DATA PROVIDED Start Marker
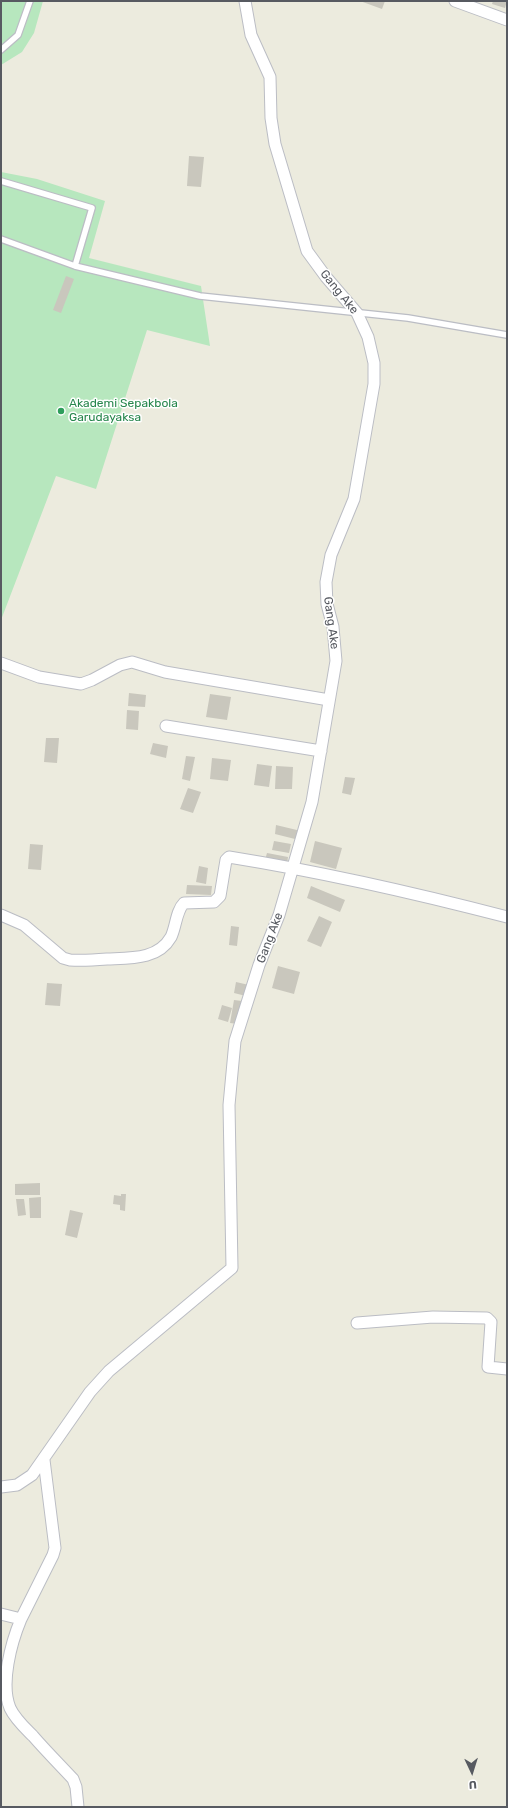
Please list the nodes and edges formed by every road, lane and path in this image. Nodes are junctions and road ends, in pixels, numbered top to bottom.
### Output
1 (30, 1) edge
2 (246, 1) edge
3 (455, 1) edge
4 (507, 20) edge
5 (1, 50) edge
6 (1, 182) edge
7 (1, 239) edge
8 (75, 266) junction
9 (357, 313) junction
10 (507, 334) edge
11 (1, 663) edge
12 (329, 700) junction
13 (166, 726) dead end
14 (321, 751) junction
15 (294, 867) junction
16 (1, 916) edge
17 (507, 917) edge
18 (356, 1323) dead end
19 (507, 1369) edge
20 (44, 1460) junction
21 (1, 1487) edge
22 (1, 1614) edge
23 (21, 1619) junction
24 (78, 1807) edge

1 - 5 lane
2 - 9 street, Gang Ake
3 - 4 street
6 - 8 lane
7 - 8 lane
8 - 9 lane
9 - 10 lane
9 - 12 street, Gang Ake
11 - 12 street
12 - 14 street, Gang Ake
13 - 14 street
14 - 15 street, Gang Ake
15 - 16 street
15 - 17 street
15 - 20 street, Gang Ake
18 - 19 street
20 - 21 street
20 - 23 street
22 - 23 street
23 - 24 street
DATA PROVIDED End Marker
▸ **DIRECTIONS FOR THIS TASK**: Without including any picture, repeat the data exactly.

▸ **ANSWER SECTION**:
Please list the nodes and edges formed by every road, lane and path in this image. Nodes are junctions and road ends, in pixels, numbered top to bottom.
### Output
1 (30, 1) edge
2 (246, 1) edge
3 (455, 1) edge
4 (507, 20) edge
5 (1, 50) edge
6 (1, 182) edge
7 (1, 239) edge
8 (75, 266) junction
9 (357, 313) junction
10 (507, 334) edge
11 (1, 663) edge
12 (329, 700) junction
13 (166, 726) dead end
14 (321, 751) junction
15 (294, 867) junction
16 (1, 916) edge
17 (507, 917) edge
18 (356, 1323) dead end
19 (507, 1369) edge
20 (44, 1460) junction
21 (1, 1487) edge
22 (1, 1614) edge
23 (21, 1619) junction
24 (78, 1807) edge

1 - 5 lane
2 - 9 street, Gang Ake
3 - 4 street
6 - 8 lane
7 - 8 lane
8 - 9 lane
9 - 10 lane
9 - 12 street, Gang Ake
11 - 12 street
12 - 14 street, Gang Ake
13 - 14 street
14 - 15 street, Gang Ake
15 - 16 street
15 - 17 street
15 - 20 street, Gang Ake
18 - 19 street
20 - 21 street
20 - 23 street
22 - 23 street
23 - 24 street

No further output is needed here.